Wisdom about China comes from EconLog’s Scott Summner:

Think of Mao’s economic policies as a regime capable of producing real GDP per capita equal to 1/20th the global economic frontier (which might have been the US or Switzerland.) Then Deng starts opening up China’s economy, and (combined with later reforms) this moves China to their current policy regime, which might be capable of producing a real GDP/person at 50% of the frontier.

There will be a multi-decade transition period where China sees a 10-fold increase in living standards, plus whatever increase occurred during that period in the leading economies. That will be a period of rapid catch-up growth. It does not mean that China has a good economic model in an absolute sense, it obviously does not.
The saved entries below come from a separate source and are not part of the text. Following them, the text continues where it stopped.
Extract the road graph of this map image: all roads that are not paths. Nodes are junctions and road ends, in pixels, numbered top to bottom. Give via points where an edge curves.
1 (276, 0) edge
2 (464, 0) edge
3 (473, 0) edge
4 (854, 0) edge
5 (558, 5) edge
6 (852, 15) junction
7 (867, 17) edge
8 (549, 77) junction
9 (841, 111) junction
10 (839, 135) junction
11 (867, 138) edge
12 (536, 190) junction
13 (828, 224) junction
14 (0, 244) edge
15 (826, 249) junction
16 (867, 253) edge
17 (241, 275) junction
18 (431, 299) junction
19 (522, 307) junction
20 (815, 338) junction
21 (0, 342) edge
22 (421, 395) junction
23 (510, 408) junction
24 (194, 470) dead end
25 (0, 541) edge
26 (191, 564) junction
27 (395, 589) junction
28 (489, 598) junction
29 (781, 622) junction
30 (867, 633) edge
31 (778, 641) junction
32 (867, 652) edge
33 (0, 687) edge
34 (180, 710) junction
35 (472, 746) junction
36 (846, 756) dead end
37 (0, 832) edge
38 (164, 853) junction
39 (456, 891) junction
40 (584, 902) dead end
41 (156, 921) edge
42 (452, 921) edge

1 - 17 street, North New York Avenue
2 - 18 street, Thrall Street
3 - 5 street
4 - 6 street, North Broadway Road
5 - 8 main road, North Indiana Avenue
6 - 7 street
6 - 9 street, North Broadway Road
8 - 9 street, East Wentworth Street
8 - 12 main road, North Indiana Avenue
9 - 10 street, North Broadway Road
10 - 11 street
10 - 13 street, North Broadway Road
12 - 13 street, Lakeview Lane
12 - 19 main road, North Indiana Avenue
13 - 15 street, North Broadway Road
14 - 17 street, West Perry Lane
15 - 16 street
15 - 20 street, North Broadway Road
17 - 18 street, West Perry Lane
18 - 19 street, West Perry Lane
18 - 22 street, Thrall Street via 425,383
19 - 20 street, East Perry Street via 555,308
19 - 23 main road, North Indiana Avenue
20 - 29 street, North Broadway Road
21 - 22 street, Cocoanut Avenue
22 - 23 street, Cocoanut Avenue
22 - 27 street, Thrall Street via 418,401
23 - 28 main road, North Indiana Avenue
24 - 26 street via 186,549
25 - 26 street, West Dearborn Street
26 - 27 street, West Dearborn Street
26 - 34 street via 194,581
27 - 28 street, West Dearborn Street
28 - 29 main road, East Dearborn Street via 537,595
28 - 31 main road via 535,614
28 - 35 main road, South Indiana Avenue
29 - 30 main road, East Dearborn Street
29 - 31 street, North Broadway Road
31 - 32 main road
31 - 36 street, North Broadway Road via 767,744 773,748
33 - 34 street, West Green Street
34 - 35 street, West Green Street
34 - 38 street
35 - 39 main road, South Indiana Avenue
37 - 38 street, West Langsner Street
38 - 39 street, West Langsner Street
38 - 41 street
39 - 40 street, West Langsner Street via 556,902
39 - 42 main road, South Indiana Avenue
But merely by being less bad you’ll have a lot of catch-up growth.

The chart below shows China’s GDP per capita as a percentage of the highest country’s GDP per capital (excluding Luxemborg, which is a special case).

As I wrote about the Yuan devaluation, China’s current rulers don’t understand that they cannot manage the country’s business cycles. They shouldn’t try. Like the United States and Europe, China will have cycles. In the modern era, since 1980, they have not had a single year with declining real GDP. In the Asian financial crisis their growth dropped to just four percent–which we would consider very good.

Looking forward, China’s business cycles will probably result in a low that is just barely positive; they will probably have a year between zero and four percent growth. Overall, though, China has many more years of growth ahead of it, until it hits a limit based on the quality of economic policy. They are not yet close to the limits that of their current regime.